Most large access control system manufacturers have addressed the language issue in their systems by creating alternate dictionaries for all of the standard words used by the system in its pull-down menus and dialog boxes. In some cases the language choice is set up to be selected automatically based on the operator’s sign-in password.
The area where language becomes more complex is in the user-definable words, phrases and sentences that are selected for the names of alarm zones, time zones, groups, and security offices’ response instructions. Even between countries with the same language, there may be inconsistencies. For instance, in the U.K., “first floor” refers to the floor above the ground floor, and in the U.S., the first floor is the ground floor.
If alarms are to be monitored locally during part of the day or week but at a central location at other times, a common vocabulary must be developed to ensure that all operators understand the meanings of commonly used terms. Again, even with a common language this can be problematic. For example, all local building users may understand that the north door is the main entrance and the south door is a restricted area of entry, but an operator who has never seen the facility may not appreciate the significance of a south door alarm. Graphic maps with well designed icons may be a better alarm display medium in such cases than simple text warnings.
Photo ID badge use is often an issue of corporate culture, but multi-nationally, the content of the badge may be more contentious. In some places, local customs do not favor the display of photographs, the selection of identification numbers or the use of signature panels.
This same concern extends to the selection of the data fields to be included in cardholder records. Many cultures and local laws restrict the use of data they may consider private. An access control system with a global cardholder database needs to use a single record format for all countries covered by the system. Carefully research all cultural customs and requirements before you finalize the format to ensure that no faux pas requires reformatting at a later date.
It should also be noted that when you combine the data from multiple stand-alone systems of the same model into a global system, you may need to use a data conversion program to ensure that all the fields in the cardholder records are in the same order and have the same character length.
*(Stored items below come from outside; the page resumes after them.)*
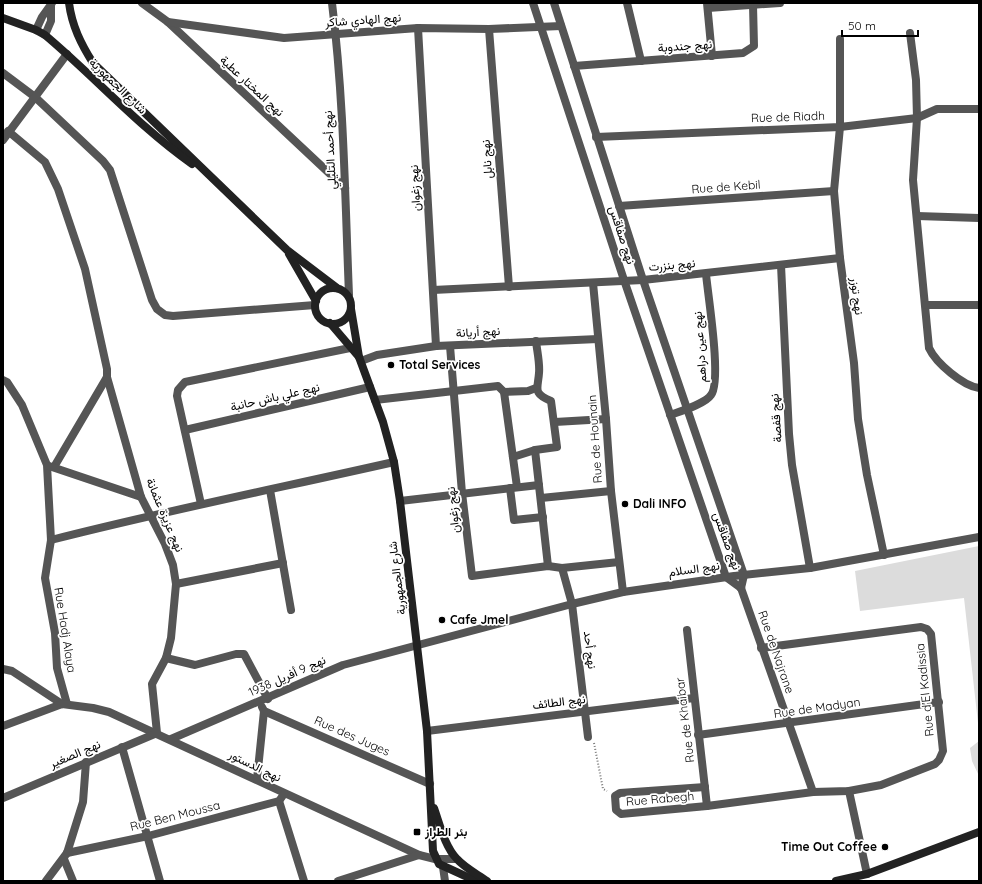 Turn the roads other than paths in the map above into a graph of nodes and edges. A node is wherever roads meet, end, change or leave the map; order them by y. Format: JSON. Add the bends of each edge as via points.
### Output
{"nodes":[{"id":1,"x":69,"y":3,"type":"edge"},
{"id":2,"x":142,"y":3,"type":"edge"},
{"id":3,"x":332,"y":3,"type":"edge"},
{"id":4,"x":533,"y":3,"type":"edge"},
{"id":5,"x":554,"y":3,"type":"edge"},
{"id":6,"x":627,"y":3,"type":"edge"},
{"id":7,"x":780,"y":3,"type":"edge"},
{"id":8,"x":51,"y":4,"type":"edge"},
{"id":9,"x":707,"y":5,"type":"edge"},
{"id":10,"x":753,"y":6,"type":"junction"},
{"id":11,"x":3,"y":18,"type":"edge"},
{"id":12,"x":168,"y":22,"type":"junction"},
{"id":13,"x":561,"y":26,"type":"junction"},
{"id":14,"x":541,"y":27,"type":"junction"},
{"id":15,"x":418,"y":28,"type":"junction"},
{"id":16,"x":489,"y":29,"type":"junction"},
{"id":17,"x":36,"y":30,"type":"junction"},
{"id":18,"x":910,"y":32,"type":"dead end"},
{"id":19,"x":335,"y":33,"type":"junction"},
{"id":20,"x":45,"y":35,"type":"junction"},
{"id":21,"x":840,"y":39,"type":"dead end"},
{"id":22,"x":67,"y":54,"type":"junction"},
{"id":23,"x":712,"y":56,"type":"junction"},
{"id":24,"x":641,"y":61,"type":"junction"},
{"id":25,"x":574,"y":66,"type":"junction"},
{"id":26,"x":3,"y":73,"type":"edge"},
{"id":27,"x":34,"y":97,"type":"junction"},
{"id":28,"x":979,"y":109,"type":"edge"},
{"id":29,"x":917,"y":118,"type":"junction"},
{"id":30,"x":840,"y":127,"type":"junction"},
{"id":31,"x":8,"y":131,"type":"junction"},
{"id":32,"x":596,"y":137,"type":"junction"},
{"id":33,"x":3,"y":140,"type":"edge"},
{"id":34,"x":214,"y":179,"type":"junction"},
{"id":35,"x":345,"y":188,"type":"junction"},
{"id":36,"x":834,"y":191,"type":"junction"},
{"id":37,"x":619,"y":206,"type":"junction"},
{"id":38,"x":917,"y":216,"type":"junction"},
{"id":39,"x":979,"y":218,"type":"edge"},
{"id":40,"x":287,"y":250,"type":"junction"},
{"id":41,"x":840,"y":258,"type":"junction"},
{"id":42,"x":781,"y":265,"type":"junction"},
{"id":43,"x":706,"y":274,"type":"junction"},
{"id":44,"x":624,"y":280,"type":"junction"},
{"id":45,"x":643,"y":280,"type":"junction"},
{"id":46,"x":593,"y":283,"type":"junction"},
{"id":47,"x":509,"y":287,"type":"junction"},
{"id":48,"x":337,"y":288,"type":"junction"},
{"id":49,"x":433,"y":290,"type":"junction"},
{"id":50,"x":349,"y":296,"type":"junction"},
{"id":51,"x":316,"y":303,"type":"junction"},
{"id":52,"x":926,"y":305,"type":"junction"},
{"id":53,"x":979,"y":305,"type":"edge"},
{"id":54,"x":351,"y":309,"type":"junction"},
{"id":55,"x":330,"y":323,"type":"junction"},
{"id":56,"x":598,"y":339,"type":"junction"},
{"id":57,"x":536,"y":341,"type":"junction"},
{"id":58,"x":436,"y":346,"type":"junction"},
{"id":59,"x":450,"y":346,"type":"junction"},
{"id":60,"x":350,"y":348,"type":"junction"},
{"id":61,"x":360,"y":359,"type":"junction"},
{"id":62,"x":107,"y":377,"type":"junction"},
{"id":63,"x":3,"y":380,"type":"edge"},
{"id":64,"x":370,"y":387,"type":"junction"},
{"id":65,"x":536,"y":388,"type":"junction"},
{"id":66,"x":979,"y":388,"type":"edge"},
{"id":67,"x":454,"y":391,"type":"junction"},
{"id":68,"x":504,"y":392,"type":"junction"},
{"id":69,"x":375,"y":400,"type":"junction"},
{"id":70,"x":687,"y":408,"type":"junction"},
{"id":71,"x":670,"y":415,"type":"junction"},
{"id":72,"x":606,"y":419,"type":"junction"},
{"id":73,"x":555,"y":422,"type":"junction"},
{"id":74,"x":185,"y":430,"type":"junction"},
{"id":75,"x":535,"y":450,"type":"junction"},
{"id":76,"x":513,"y":457,"type":"junction"},
{"id":77,"x":394,"y":462,"type":"junction"},
{"id":78,"x":50,"y":466,"type":"junction"},
{"id":79,"x":539,"y":485,"type":"junction"},
{"id":80,"x":513,"y":488,"type":"junction"},
{"id":81,"x":270,"y":490,"type":"junction"},
{"id":82,"x":611,"y":490,"type":"junction"},
{"id":83,"x":462,"y":493,"type":"junction"},
{"id":84,"x":141,"y":497,"type":"junction"},
{"id":85,"x":541,"y":498,"type":"junction"},
{"id":86,"x":400,"y":501,"type":"junction"},
{"id":87,"x":201,"y":504,"type":"junction"},
{"id":88,"x":150,"y":514,"type":"junction"},
{"id":89,"x":543,"y":517,"type":"junction"},
{"id":90,"x":979,"y":537,"type":"edge"},
{"id":91,"x":51,"y":540,"type":"junction"},
{"id":92,"x":884,"y":555,"type":"junction"},
{"id":93,"x":619,"y":562,"type":"junction"},
{"id":94,"x":283,"y":563,"type":"junction"},
{"id":95,"x":548,"y":566,"type":"junction"},
{"id":96,"x":562,"y":568,"type":"junction"},
{"id":97,"x":810,"y":568,"type":"junction"},
{"id":98,"x":744,"y":575,"type":"junction"},
{"id":99,"x":726,"y":577,"type":"junction"},
{"id":100,"x":176,"y":584,"type":"junction"},
{"id":101,"x":741,"y":588,"type":"junction"},
{"id":102,"x":623,"y":592,"type":"junction"},
{"id":103,"x":572,"y":604,"type":"junction"},
{"id":104,"x":291,"y":610,"type":"dead end"},
{"id":105,"x":687,"y":630,"type":"dead end"},
{"id":106,"x":417,"y":647,"type":"junction"},
{"id":107,"x":761,"y":648,"type":"junction"},
{"id":108,"x":166,"y":658,"type":"junction"},
{"id":109,"x":3,"y":669,"type":"edge"},
{"id":110,"x":694,"y":698,"type":"junction"},
{"id":111,"x":268,"y":699,"type":"junction"},
{"id":112,"x":260,"y":702,"type":"junction"},
{"id":113,"x":939,"y":702,"type":"junction"},
{"id":114,"x":64,"y":704,"type":"junction"},
{"id":115,"x":264,"y":710,"type":"junction"},
{"id":116,"x":585,"y":711,"type":"junction"},
{"id":117,"x":788,"y":724,"type":"junction"},
{"id":118,"x":3,"y":726,"type":"edge"},
{"id":119,"x":427,"y":731,"type":"junction"},
{"id":120,"x":157,"y":733,"type":"junction"},
{"id":121,"x":698,"y":735,"type":"junction"},
{"id":122,"x":588,"y":737,"type":"road end"},
{"id":123,"x":171,"y":739,"type":"junction"},
{"id":124,"x":122,"y":747,"type":"junction"},
{"id":125,"x":86,"y":762,"type":"junction"},
{"id":126,"x":257,"y":779,"type":"junction"},
{"id":127,"x":430,"y":784,"type":"junction"},
{"id":128,"x":705,"y":787,"type":"junction"},
{"id":129,"x":849,"y":791,"type":"junction"},
{"id":130,"x":813,"y":792,"type":"junction"},
{"id":131,"x":281,"y":797,"type":"junction"},
{"id":132,"x":3,"y":798,"type":"edge"},
{"id":133,"x":432,"y":801,"type":"junction"},
{"id":134,"x":707,"y":806,"type":"junction"},
{"id":135,"x":979,"y":832,"type":"edge"},
{"id":136,"x":148,"y":836,"type":"junction"},
{"id":137,"x":419,"y":855,"type":"junction"},
{"id":138,"x":65,"y":856,"type":"junction"},
{"id":139,"x":435,"y":859,"type":"junction"},
{"id":140,"x":456,"y":859,"type":"junction"},
{"id":141,"x":443,"y":867,"type":"junction"},
{"id":142,"x":867,"y":874,"type":"junction"},
{"id":143,"x":46,"y":881,"type":"edge"},
{"id":144,"x":74,"y":881,"type":"edge"},
{"id":145,"x":160,"y":881,"type":"edge"},
{"id":146,"x":304,"y":881,"type":"edge"},
{"id":147,"x":338,"y":881,"type":"edge"},
{"id":148,"x":445,"y":881,"type":"edge"},
{"id":149,"x":476,"y":881,"type":"edge"},
{"id":150,"x":487,"y":881,"type":"edge"},
{"id":151,"x":836,"y":881,"type":"edge"}],
"edges":[{"from":1,"to":34,"type":"main road","via":[[74,26],[93,63]]},
{"from":2,"to":12,"type":"street","name":"نهج المختار عطية"},
{"from":3,"to":19,"type":"street","name":"نهج أحمد التليلي"},
{"from":4,"to":14,"type":"street","name":"نهج صفاقس"},
{"from":5,"to":13,"type":"street","name":"نهج صفاقس"},
{"from":6,"to":24,"type":"street"},
{"from":7,"to":10,"type":"street"},
{"from":8,"to":17,"type":"street"},
{"from":8,"to":20,"type":"street","via":[[51,21]]},
{"from":9,"to":10,"type":"street"},
{"from":9,"to":23,"type":"street"},
{"from":10,"to":23,"type":"street","name":"نهج جندوبة","via":[[755,42],[752,48],[743,53]]},
{"from":11,"to":17,"type":"main road","name":"شارع الجمهورية"},
{"from":12,"to":19,"type":"street","name":"نهج الهادي شاكر","via":[[273,38]]},
{"from":12,"to":35,"type":"street","name":"نهج المختار عطية"},
{"from":13,"to":14,"type":"street","name":"نهج الهادي شاكر"},
{"from":13,"to":25,"type":"street","name":"نهج صفاقس"},
{"from":14,"to":16,"type":"street","name":"نهج الهادي شاكر"},
{"from":14,"to":44,"type":"street","name":"نهج صفاقس"},
{"from":15,"to":16,"type":"street","name":"نهج الهادي شاكر"},
{"from":15,"to":19,"type":"street","name":"نهج الهادي شاكر"},
{"from":15,"to":49,"type":"street","name":"نهج زغوان"},
{"from":16,"to":47,"type":"street","name":"نهج نابل"},
{"from":17,"to":20,"type":"main road","name":"شارع الجمهورية"},
{"from":18,"to":29,"type":"street","via":[[916,80]]},
{"from":19,"to":35,"type":"street","name":"نهج أحمد التليلي"},
{"from":20,"to":22,"type":"main road","name":"شارع الجمهورية"},
{"from":21,"to":30,"type":"street","name":"نهج توزر"},
{"from":22,"to":27,"type":"street"},
{"from":22,"to":34,"type":"main road","name":"شارع الجمهورية","via":[[162,143]]},
{"from":23,"to":24,"type":"street","name":"نهج جندوبة"},
{"from":24,"to":25,"type":"street","name":"نهج جندوبة"},
{"from":25,"to":32,"type":"street","name":"نهج صفاقس"},
{"from":26,"to":27,"type":"street"},
{"from":27,"to":31,"type":"street"},
{"from":27,"to":51,"type":"street","via":[[110,170],[145,281],[157,309],[165,315]]},
{"from":28,"to":29,"type":"street","name":"Rue de Riadh","via":[[937,110]]},
{"from":29,"to":30,"type":"street","name":"Rue de Riadh"},
{"from":29,"to":38,"type":"street","via":[[913,180]]},
{"from":30,"to":32,"type":"street","name":"Rue de Riadh"},
{"from":30,"to":36,"type":"street","name":"نهج توزر"},
{"from":31,"to":33,"type":"street"},
{"from":31,"to":62,"type":"street","name":"نهج عزيزة عثمانة","via":[[45,162],[58,189],[85,269]]},
{"from":32,"to":37,"type":"street","name":"نهج صفاقس"},
{"from":34,"to":40,"type":"main road"},
{"from":35,"to":50,"type":"street","name":"نهج أحمد التليلي"},
{"from":36,"to":37,"type":"street","name":"Rue de Kebil"},
{"from":36,"to":41,"type":"street","name":"نهج توزر"},
{"from":37,"to":45,"type":"street","name":"نهج صفاقس"},
{"from":38,"to":39,"type":"street"},
{"from":38,"to":52,"type":"street"},
{"from":40,"to":48,"type":"main road"},
{"from":40,"to":51,"type":"main road"},
{"from":41,"to":42,"type":"street","name":"نهج بنزرت"},
{"from":41,"to":92,"type":"street","name":"نهج توزر","via":[[854,363],[858,419]]},
{"from":42,"to":43,"type":"street","name":"نهج بنزرت"},
{"from":42,"to":97,"type":"street","name":"نهج قفصة","via":[[792,466]]},
{"from":43,"to":45,"type":"street","name":"نهج بنزرت"},
{"from":43,"to":70,"type":"street","name":"نهج عين دراهم","via":[[716,385],[711,396]]},
{"from":44,"to":45,"type":"street","name":"نهج بنزرت"},
{"from":44,"to":46,"type":"street","name":"نهج بنزرت"},
{"from":44,"to":71,"type":"street","name":"نهج صفاقس"},
{"from":45,"to":70,"type":"street","name":"نهج صفاقس"},
{"from":46,"to":47,"type":"street","name":"نهج بنزرت"},
{"from":46,"to":56,"type":"street","name":"Rue de Hounain"},
{"from":47,"to":49,"type":"street","name":"نهج بنزرت"},
{"from":48,"to":50,"type":"main road"},
{"from":48,"to":51,"type":"main road","via":[[326,289],[318,296]]},
{"from":49,"to":58,"type":"street","name":"نهج زغوان"},
{"from":50,"to":54,"type":"main road"},
{"from":51,"to":55,"type":"main road","via":[[316,310],[321,319]]},
{"from":52,"to":53,"type":"street"},
{"from":52,"to":66,"type":"street","via":[[929,348],[932,354],[961,381]]},
{"from":54,"to":55,"type":"main road","via":[[341,322]]},
{"from":54,"to":61,"type":"main road"},
{"from":55,"to":60,"type":"main road"},
{"from":56,"to":57,"type":"street","name":"نهج أريانة"},
{"from":56,"to":72,"type":"street","name":"Rue de Hounain"},
{"from":57,"to":59,"type":"street","name":"نهج أريانة"},
{"from":57,"to":65,"type":"street","via":[[539,374]]},
{"from":58,"to":59,"type":"street","name":"نهج أريانة"},
{"from":58,"to":61,"type":"street","name":"نهج أريانة"},
{"from":59,"to":67,"type":"street","name":"نهج زغوان"},
{"from":60,"to":61,"type":"main road"},
{"from":60,"to":74,"type":"street","via":[[185,382],[178,390],[177,396]]},
{"from":61,"to":64,"type":"main road","name":"شارع الجمهورية"},
{"from":62,"to":78,"type":"street"},
{"from":62,"to":84,"type":"street","name":"نهج عزيزة عثمانة"},
{"from":63,"to":78,"type":"street","name":"Rue Hadj Alaya","via":[[22,405]]},
{"from":64,"to":69,"type":"main road","name":"شارع الجمهورية"},
{"from":64,"to":74,"type":"street","name":"نهج علي باش حانبة"},
{"from":65,"to":68,"type":"street"},
{"from":65,"to":73,"type":"street","via":[[541,397],[551,401],[552,420]]},
{"from":67,"to":68,"type":"street","via":[[498,386]]},
{"from":67,"to":69,"type":"street"},
{"from":67,"to":83,"type":"street","name":"نهج زغوان"},
{"from":68,"to":76,"type":"street"},
{"from":69,"to":77,"type":"main road","name":"شارع الجمهورية"},
{"from":70,"to":71,"type":"street","name":"نهج عين دراهم"},
{"from":70,"to":98,"type":"street","name":"نهج صفاقس"},
{"from":71,"to":99,"type":"street","name":"نهج صفاقس"},
{"from":72,"to":73,"type":"street"},
{"from":72,"to":82,"type":"street","name":"Rue de Hounain"},
{"from":73,"to":75,"type":"street","via":[[557,446]]},
{"from":74,"to":87,"type":"street"},
{"from":75,"to":76,"type":"street"},
{"from":75,"to":79,"type":"street"},
{"from":76,"to":80,"type":"street"},
{"from":77,"to":81,"type":"street"},
{"from":77,"to":86,"type":"main road","name":"شارع الجمهورية"},
{"from":78,"to":84,"type":"street"},
{"from":78,"to":91,"type":"street","name":"Rue Hadj Alaya"},
{"from":79,"to":80,"type":"street"},
{"from":79,"to":85,"type":"street"},
{"from":80,"to":83,"type":"street"},
{"from":80,"to":89,"type":"street","via":[[514,520]]},
{"from":81,"to":87,"type":"street"},
{"from":81,"to":94,"type":"street"},
{"from":82,"to":85,"type":"street"},
{"from":82,"to":93,"type":"street","name":"Rue de Hounain"},
{"from":83,"to":86,"type":"street"},
{"from":83,"to":95,"type":"street","name":"نهج زغوان","via":[[472,576]]},
{"from":84,"to":88,"type":"street","name":"نهج عزيزة عثمانة"},
{"from":85,"to":89,"type":"street"},
{"from":86,"to":106,"type":"main road","name":"شارع الجمهورية"},
{"from":87,"to":88,"type":"street"},
{"from":88,"to":91,"type":"street"},
{"from":88,"to":100,"type":"street","name":"نهج عزيزة عثمانة","via":[[173,565]]},
{"from":89,"to":95,"type":"street"},
{"from":90,"to":92,"type":"street","name":"نهج السلام"},
{"from":91,"to":114,"type":"street","name":"Rue Hadj Alaya","via":[[45,578]]},
{"from":92,"to":97,"type":"street","name":"نهج السلام"},
{"from":93,"to":96,"type":"street"},
{"from":93,"to":102,"type":"street","name":"Rue de Hounain"},
{"from":94,"to":100,"type":"street"},
{"from":94,"to":104,"type":"street"},
{"from":95,"to":96,"type":"street"},
{"from":96,"to":103,"type":"street","name":"نهج أحد"},
{"from":97,"to":98,"type":"street","name":"نهج السلام"},
{"from":98,"to":99,"type":"street","name":"نهج السلام"},
{"from":98,"to":101,"type":"street","name":"نهج صفاقس"},
{"from":99,"to":101,"type":"street","name":"نهج صفاقس"},
{"from":99,"to":102,"type":"street","name":"نهج السلام"},
{"from":100,"to":108,"type":"street","name":"نهج عزيزة عثمانة","via":[[175,614]]},
{"from":101,"to":107,"type":"street","name":"Rue de Najrane"},
{"from":102,"to":103,"type":"street","name":"نهج السلام"},
{"from":103,"to":106,"type":"street","name":"نهج السلام"},
{"from":103,"to":116,"type":"street","name":"نهج أحد"},
{"from":105,"to":110,"type":"street","name":"Rue de Khaibar"},
{"from":106,"to":111,"type":"street","name":"نهج 9 أفريل 1938","via":[[343,665]]},
{"from":106,"to":119,"type":"main road","name":"شارع الجمهورية"},
{"from":107,"to":113,"type":"street","name":"Rue d'El Kadissia","via":[[921,627],[931,634]]},
{"from":107,"to":117,"type":"street","name":"Rue de Najrane"},
{"from":108,"to":111,"type":"street","via":[[195,665],[244,654]]},
{"from":108,"to":120,"type":"street","name":"نهج عزيزة عثمانة","via":[[152,684]]},
{"from":109,"to":114,"type":"street","via":[[12,671]]},
{"from":110,"to":116,"type":"street","name":"نهج الطائف"},
{"from":110,"to":121,"type":"street","name":"Rue de Khaibar"},
{"from":111,"to":112,"type":"street","name":"نهج 9 أفريل 1938"},
{"from":112,"to":115,"type":"street"},
{"from":112,"to":123,"type":"street","name":"نهج 9 أفريل 1938"},
{"from":113,"to":117,"type":"street","name":"Rue de Madyan"},
{"from":113,"to":129,"type":"street","name":"Rue d'El Kadissia","via":[[943,751],[935,764],[881,785]]},
{"from":114,"to":118,"type":"street"},
{"from":114,"to":120,"type":"street","name":"نهج الدستور","via":[[109,712]]},
{"from":115,"to":126,"type":"street"},
{"from":115,"to":127,"type":"street","name":"Rue des Juges"},
{"from":116,"to":119,"type":"street","name":"نهج الطائف"},
{"from":116,"to":122,"type":"street","name":"نهج أحد"},
{"from":117,"to":121,"type":"street","name":"Rue de Madyan"},
{"from":117,"to":130,"type":"street","name":"Rue de Najrane"},
{"from":119,"to":127,"type":"main road","name":"شارع الجمهورية"},
{"from":120,"to":123,"type":"street","name":"نهج الدستور"},
{"from":120,"to":124,"type":"street","name":"نهج الصغير"},
{"from":121,"to":128,"type":"street","name":"Rue de Khaibar"},
{"from":123,"to":126,"type":"street","name":"نهج الدستور"},
{"from":124,"to":125,"type":"street","name":"نهج الصغير"},
{"from":124,"to":136,"type":"street"},
{"from":125,"to":132,"type":"street","name":"نهج الصغير"},
{"from":125,"to":138,"type":"street","via":[[83,802]]},
{"from":126,"to":131,"type":"street","name":"نهج الدستور"},
{"from":127,"to":133,"type":"main road","name":"شارع الجمهورية"},
{"from":128,"to":134,"type":"street","name":"Rue de Khaibar"},
{"from":128,"to":134,"type":"street","name":"Rue Rabegh","via":[[620,793],[616,796],[616,810],[621,814]]},
{"from":129,"to":130,"type":"street","name":"Rue d'El Kadissia"},
{"from":129,"to":142,"type":"street"},
{"from":130,"to":134,"type":"street","name":"Rue Rabegh"},
{"from":131,"to":136,"type":"street","name":"Rue Ben Moussa"},
{"from":131,"to":137,"type":"street","name":"نهج الدستور"},
{"from":131,"to":146,"type":"street"},
{"from":133,"to":139,"type":"main road","via":[[432,841]]},
{"from":133,"to":140,"type":"main road","via":[[445,839]]},
{"from":135,"to":142,"type":"main road"},
{"from":136,"to":138,"type":"street","name":"Rue Ben Moussa"},
{"from":136,"to":145,"type":"street"},
{"from":137,"to":139,"type":"street","name":"نهج الدستور"},
{"from":137,"to":147,"type":"street"},
{"from":138,"to":143,"type":"street"},
{"from":138,"to":144,"type":"street"},
{"from":139,"to":140,"type":"street","name":"نهج الدستور"},
{"from":139,"to":141,"type":"main road"},
{"from":140,"to":150,"type":"main road"},
{"from":141,"to":148,"type":"street"},
{"from":141,"to":149,"type":"main road"},
{"from":142,"to":151,"type":"main road"}]}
The selection of a new access control system suitable for a global environment requires the consideration of some additional criteria. However reliable, all components and systems have failures, and good-quality maintenance capabilities and repair facilities are essential to minimizing down time. Each location at which the system is to be deployed should have a relationship with a factory-trained dealer with rapid access to spare parts.
It is worth considering a system whose manufacturer certifies its dealers at different levels of support. If you are implementing a network-based solution, the installer or integrator should have certified network technicians on their staff. Also determine if the system manufacturer has direct representation in each country and if component import agreements are in place and tested. You do not want your card readers to be held indefinitely in a customs shed while you are trying to secure a facility.
Installation quality and practices vary tremendously across the globe, so before you choose installers you should develop design criteria and installation standards. It may be acceptable to build a small stand-alone system by handing to a local, known contractor a single sheet with a scope of work and a second with a facility sketch showing device locations. However, where portions of the system are being installed in multiple facilities by different contractors, and those systems all need to talk to each other, quality documentation and a knowledge of the purchasing methodologies of each location are essential to a successful project.